At first, Mallinson admits that he was worried that patients would be reticent to accept their prescriptions from a machine; however, that concern dissipated as he examined how many other automated sources they do business with. "You start realizing that we have become an automated society, and the consumers accept it," he said. "They are accepting their prescriptions through the mail, so there is not an issue with it—especially when you explain to them that it's error-free and that is does not grab the wrong bottle."

Mallinson notes that the installation and training period was relatively seamless. The incorporation of the machine did not require the pharmacy to undergo a major overhaul, and employees were comfortable with the robot in a matter of several days. ScriptPro technicians were on site to answer any questions during the first week of operation, and Mallinson, once having made the decision to automate, involved his team in the project from the get-go. He advises his peers to do the same and to take their time in researching the machine that is best suited for their operation.
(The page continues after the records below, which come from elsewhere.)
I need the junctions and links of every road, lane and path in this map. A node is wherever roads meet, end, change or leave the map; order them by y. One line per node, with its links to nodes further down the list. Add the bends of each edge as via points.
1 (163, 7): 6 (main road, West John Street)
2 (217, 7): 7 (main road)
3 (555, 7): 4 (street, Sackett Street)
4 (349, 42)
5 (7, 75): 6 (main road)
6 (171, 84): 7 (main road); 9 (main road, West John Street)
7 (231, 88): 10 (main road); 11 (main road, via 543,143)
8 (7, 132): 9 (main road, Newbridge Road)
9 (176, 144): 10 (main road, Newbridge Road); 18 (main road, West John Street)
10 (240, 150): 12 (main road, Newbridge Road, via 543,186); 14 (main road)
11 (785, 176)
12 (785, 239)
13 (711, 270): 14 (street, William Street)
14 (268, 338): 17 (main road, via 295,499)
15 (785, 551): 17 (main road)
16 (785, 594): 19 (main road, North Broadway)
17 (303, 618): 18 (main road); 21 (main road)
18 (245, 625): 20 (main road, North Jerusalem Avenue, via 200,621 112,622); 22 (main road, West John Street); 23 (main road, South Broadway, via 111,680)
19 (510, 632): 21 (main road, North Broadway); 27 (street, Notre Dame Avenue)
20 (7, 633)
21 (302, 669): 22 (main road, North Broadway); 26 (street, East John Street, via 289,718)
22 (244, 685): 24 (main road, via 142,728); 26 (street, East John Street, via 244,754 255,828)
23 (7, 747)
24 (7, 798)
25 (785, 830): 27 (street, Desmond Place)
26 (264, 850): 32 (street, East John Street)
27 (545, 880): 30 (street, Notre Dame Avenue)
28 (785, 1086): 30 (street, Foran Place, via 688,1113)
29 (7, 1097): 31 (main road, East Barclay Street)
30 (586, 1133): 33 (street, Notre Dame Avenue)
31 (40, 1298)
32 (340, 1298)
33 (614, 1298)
Wilson, too, emphasizes the importance of conducting a thorough assessment of the marketplace. "They need to do their due diligence by comparing different systems and meet with the manufacturers to get the full picture— not only how much the robot costs, but what the overall cost will be in the scheme of things," he said. "Things change, and their volume might change 2 years from now. They need to make sure it is the right machine for the volume of business that they expect to do." Some machines are easier to clean and maintain than others (and therefore less susceptible to creating issues surrounding cross contamination); some manufacturers offer better technical support. All of these factors should be taken into consideration long before a purchase is made.

Planning for the Future

While not every pharmacy may be ready to make the investment that is required to implement automation, Coughlin encourages pharmacies to design their work flow so that it can eventually accommodate robotic systems. "In almost every industry, automation is viewed as a fundamental element of a productive system," he said. "You want to make things happen as automatically as possible, and once you've assessed what the automatic functions are, you lay out your work flow and your facility design around that."

In the long run, this approach saves pharmacies both time and money. "Some pharmacies try to hang on without going to that level, and they end up adding people and implementing less powerful systems. Ultimately, they end up with a robotic solution, and they probably should have been looking at that from the start. You need to at least be planning it into the design process."